TASK TO COMPLETE: For the entries that follow, restate word for word the line containing "Road topology of", the line containing "Which roads connect", and every line that lies between them.

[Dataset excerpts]
Start of Block
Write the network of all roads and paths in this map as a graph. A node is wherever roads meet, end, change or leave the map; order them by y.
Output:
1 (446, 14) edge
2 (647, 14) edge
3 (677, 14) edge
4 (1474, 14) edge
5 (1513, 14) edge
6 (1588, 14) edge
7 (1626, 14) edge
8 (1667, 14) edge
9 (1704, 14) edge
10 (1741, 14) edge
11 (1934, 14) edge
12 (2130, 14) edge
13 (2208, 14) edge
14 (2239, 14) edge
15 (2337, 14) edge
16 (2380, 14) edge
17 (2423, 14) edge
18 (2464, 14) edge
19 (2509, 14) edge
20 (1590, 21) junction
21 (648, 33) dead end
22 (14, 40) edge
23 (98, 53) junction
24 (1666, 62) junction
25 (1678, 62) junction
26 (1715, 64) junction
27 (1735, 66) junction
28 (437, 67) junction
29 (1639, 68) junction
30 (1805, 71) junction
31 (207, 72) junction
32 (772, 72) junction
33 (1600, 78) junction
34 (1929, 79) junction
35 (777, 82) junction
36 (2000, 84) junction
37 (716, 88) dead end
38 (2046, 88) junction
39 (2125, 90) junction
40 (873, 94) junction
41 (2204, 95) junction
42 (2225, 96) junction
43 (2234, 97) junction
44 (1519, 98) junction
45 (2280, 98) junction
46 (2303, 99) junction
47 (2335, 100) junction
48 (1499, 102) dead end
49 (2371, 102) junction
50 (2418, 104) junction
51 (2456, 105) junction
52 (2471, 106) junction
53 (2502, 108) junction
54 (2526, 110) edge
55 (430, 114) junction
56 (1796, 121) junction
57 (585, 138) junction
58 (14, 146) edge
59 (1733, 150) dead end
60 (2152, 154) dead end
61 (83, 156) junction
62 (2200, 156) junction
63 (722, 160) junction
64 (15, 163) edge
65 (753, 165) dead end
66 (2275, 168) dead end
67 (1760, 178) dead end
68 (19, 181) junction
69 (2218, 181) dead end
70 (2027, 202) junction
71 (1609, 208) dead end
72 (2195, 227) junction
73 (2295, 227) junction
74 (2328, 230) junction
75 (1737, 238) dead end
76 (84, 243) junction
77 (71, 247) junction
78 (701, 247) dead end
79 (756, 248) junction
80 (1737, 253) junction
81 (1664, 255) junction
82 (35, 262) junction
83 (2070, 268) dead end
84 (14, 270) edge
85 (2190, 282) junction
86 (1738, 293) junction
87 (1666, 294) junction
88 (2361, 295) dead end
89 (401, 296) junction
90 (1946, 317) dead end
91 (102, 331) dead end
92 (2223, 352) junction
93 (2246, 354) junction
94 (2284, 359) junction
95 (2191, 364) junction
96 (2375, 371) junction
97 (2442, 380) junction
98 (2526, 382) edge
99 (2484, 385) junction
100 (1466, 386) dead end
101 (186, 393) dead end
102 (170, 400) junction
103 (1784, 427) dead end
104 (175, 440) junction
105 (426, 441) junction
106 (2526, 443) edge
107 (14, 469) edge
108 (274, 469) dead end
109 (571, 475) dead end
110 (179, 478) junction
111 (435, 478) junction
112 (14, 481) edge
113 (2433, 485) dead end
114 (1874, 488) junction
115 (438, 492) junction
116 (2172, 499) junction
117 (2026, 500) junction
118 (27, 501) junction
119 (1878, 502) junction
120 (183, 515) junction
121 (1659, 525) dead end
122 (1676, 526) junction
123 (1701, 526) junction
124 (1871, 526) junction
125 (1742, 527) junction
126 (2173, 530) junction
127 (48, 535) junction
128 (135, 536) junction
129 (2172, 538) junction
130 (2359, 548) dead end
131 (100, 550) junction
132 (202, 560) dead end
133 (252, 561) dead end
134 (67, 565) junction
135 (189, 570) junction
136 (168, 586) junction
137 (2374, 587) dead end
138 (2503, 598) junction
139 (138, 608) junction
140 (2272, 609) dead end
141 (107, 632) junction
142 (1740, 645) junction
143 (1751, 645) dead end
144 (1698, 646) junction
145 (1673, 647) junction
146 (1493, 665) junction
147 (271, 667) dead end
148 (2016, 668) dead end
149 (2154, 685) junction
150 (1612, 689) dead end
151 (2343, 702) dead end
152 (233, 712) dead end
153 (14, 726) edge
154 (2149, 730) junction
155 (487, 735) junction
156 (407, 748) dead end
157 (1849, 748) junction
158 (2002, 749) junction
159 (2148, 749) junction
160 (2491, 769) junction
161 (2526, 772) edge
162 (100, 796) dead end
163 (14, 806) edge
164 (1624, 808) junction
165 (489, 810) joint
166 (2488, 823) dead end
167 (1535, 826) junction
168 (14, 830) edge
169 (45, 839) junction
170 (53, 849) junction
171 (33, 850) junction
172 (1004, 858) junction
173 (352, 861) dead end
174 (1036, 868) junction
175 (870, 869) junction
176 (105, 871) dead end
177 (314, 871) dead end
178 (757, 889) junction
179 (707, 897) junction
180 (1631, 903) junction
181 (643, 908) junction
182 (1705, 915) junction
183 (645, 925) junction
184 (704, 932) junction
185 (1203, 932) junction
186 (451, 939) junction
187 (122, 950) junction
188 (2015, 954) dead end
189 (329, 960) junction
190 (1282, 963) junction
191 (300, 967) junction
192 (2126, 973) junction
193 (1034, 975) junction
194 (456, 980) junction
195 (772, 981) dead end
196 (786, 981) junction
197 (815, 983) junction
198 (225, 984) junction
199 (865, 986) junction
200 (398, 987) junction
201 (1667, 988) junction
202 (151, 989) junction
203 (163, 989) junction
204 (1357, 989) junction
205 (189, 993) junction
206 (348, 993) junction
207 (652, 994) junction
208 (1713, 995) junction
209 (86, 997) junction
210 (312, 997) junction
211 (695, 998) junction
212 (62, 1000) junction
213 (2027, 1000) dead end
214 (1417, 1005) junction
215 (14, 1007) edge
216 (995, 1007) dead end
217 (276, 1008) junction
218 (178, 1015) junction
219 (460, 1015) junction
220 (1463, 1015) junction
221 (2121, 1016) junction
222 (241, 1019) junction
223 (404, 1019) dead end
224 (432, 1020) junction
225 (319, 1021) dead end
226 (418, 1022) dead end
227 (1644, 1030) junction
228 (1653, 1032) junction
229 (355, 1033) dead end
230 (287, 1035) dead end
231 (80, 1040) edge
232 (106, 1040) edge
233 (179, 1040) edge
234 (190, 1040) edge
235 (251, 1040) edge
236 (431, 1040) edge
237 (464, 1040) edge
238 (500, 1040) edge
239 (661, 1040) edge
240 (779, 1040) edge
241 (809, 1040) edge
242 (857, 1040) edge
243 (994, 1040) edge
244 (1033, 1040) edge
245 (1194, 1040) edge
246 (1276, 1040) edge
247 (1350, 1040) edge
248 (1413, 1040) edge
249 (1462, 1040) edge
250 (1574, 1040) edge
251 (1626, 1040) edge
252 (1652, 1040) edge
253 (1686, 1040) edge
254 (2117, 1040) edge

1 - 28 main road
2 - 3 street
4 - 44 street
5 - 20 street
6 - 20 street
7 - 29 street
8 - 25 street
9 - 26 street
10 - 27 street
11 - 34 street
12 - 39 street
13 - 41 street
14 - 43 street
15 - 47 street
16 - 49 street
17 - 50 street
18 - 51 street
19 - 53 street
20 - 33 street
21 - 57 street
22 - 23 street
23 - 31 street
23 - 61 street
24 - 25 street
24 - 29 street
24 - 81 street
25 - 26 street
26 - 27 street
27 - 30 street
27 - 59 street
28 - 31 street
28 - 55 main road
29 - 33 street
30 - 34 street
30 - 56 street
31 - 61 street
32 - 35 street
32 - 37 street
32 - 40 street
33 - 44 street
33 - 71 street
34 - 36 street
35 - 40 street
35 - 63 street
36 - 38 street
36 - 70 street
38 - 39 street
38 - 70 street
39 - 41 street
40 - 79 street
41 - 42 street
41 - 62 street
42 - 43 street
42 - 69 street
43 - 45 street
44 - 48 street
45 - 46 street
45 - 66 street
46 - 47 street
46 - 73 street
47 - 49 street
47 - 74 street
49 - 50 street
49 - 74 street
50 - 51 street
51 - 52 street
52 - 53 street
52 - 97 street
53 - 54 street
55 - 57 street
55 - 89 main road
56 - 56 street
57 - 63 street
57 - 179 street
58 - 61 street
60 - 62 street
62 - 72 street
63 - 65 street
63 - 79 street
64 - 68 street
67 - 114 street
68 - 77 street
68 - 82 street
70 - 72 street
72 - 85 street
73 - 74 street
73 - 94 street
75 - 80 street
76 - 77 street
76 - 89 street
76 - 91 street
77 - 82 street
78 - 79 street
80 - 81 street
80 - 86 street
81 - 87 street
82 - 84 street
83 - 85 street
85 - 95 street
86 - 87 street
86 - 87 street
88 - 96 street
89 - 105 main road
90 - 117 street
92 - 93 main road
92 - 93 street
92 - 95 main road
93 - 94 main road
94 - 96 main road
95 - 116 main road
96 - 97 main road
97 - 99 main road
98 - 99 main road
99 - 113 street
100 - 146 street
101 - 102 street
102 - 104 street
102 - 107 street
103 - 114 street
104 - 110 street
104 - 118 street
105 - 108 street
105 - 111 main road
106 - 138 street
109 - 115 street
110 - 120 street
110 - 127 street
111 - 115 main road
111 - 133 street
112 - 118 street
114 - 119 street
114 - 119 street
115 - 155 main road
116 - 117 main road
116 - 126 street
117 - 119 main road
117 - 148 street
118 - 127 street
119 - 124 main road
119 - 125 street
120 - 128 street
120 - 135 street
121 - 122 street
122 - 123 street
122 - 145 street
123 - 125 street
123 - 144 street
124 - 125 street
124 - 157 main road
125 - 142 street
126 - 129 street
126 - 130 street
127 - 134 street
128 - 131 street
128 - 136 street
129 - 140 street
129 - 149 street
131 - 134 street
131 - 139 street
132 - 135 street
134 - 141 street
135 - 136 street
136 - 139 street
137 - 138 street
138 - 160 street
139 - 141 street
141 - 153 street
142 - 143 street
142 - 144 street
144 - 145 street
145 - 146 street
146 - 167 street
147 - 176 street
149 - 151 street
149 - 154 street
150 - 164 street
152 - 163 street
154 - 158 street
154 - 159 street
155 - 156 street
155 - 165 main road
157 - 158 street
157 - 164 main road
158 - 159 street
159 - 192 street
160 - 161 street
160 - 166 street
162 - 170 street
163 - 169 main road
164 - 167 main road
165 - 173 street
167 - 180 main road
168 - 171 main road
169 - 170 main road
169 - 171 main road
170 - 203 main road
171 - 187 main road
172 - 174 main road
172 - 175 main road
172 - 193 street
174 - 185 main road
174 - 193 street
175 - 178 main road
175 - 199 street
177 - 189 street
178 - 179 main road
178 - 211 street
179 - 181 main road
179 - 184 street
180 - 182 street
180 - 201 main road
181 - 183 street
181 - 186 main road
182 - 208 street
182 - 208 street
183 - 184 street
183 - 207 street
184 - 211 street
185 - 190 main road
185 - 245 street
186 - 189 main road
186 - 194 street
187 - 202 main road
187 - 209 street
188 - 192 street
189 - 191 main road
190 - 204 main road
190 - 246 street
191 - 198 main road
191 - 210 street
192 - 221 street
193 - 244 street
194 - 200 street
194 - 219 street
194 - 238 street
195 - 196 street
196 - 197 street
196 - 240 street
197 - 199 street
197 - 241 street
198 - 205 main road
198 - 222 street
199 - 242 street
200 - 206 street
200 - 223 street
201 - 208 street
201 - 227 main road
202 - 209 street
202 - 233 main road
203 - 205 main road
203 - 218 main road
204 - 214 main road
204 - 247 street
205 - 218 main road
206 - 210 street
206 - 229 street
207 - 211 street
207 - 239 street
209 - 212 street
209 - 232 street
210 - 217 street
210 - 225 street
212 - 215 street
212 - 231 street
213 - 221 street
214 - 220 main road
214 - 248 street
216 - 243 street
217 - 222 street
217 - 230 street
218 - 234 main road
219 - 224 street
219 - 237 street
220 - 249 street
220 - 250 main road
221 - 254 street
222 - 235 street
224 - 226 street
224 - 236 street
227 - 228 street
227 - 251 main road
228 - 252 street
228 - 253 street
End of Block
Start of Block
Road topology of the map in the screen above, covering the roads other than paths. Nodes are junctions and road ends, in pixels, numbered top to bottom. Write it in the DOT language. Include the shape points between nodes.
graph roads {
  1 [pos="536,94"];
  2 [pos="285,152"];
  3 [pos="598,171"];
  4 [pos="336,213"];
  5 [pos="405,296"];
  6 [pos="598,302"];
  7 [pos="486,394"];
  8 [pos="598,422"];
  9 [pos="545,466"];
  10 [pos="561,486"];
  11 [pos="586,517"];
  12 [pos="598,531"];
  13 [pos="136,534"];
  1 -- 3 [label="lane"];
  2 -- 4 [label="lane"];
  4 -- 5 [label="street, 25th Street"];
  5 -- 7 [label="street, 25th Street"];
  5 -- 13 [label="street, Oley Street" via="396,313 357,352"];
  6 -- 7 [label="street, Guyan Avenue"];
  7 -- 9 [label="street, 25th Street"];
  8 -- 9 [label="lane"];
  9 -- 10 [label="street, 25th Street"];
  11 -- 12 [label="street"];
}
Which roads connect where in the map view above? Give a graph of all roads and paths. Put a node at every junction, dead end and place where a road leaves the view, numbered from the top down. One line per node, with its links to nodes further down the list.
End of Block
SOLUTION FOR THIS PROBLEM:
Road topology of the map in the screen above, covering the roads other than paths. Nodes are junctions and road ends, in pixels, numbered top to bottom. Write it in the DOT language. Include the shape points between nodes.
graph roads {
  1 [pos="536,94"];
  2 [pos="285,152"];
  3 [pos="598,171"];
  4 [pos="336,213"];
  5 [pos="405,296"];
  6 [pos="598,302"];
  7 [pos="486,394"];
  8 [pos="598,422"];
  9 [pos="545,466"];
  10 [pos="561,486"];
  11 [pos="586,517"];
  12 [pos="598,531"];
  13 [pos="136,534"];
  1 -- 3 [label="lane"];
  2 -- 4 [label="lane"];
  4 -- 5 [label="street, 25th Street"];
  5 -- 7 [label="street, 25th Street"];
  5 -- 13 [label="street, Oley Street" via="396,313 357,352"];
  6 -- 7 [label="street, Guyan Avenue"];
  7 -- 9 [label="street, 25th Street"];
  8 -- 9 [label="lane"];
  9 -- 10 [label="street, 25th Street"];
  11 -- 12 [label="street"];
}
Which roads connect where in the map view above? Give a graph of all roads and paths. Put a node at every junction, dead end and place where a road leaves the view, numbered from the top down. One line per node, with its links to nodes further down the list.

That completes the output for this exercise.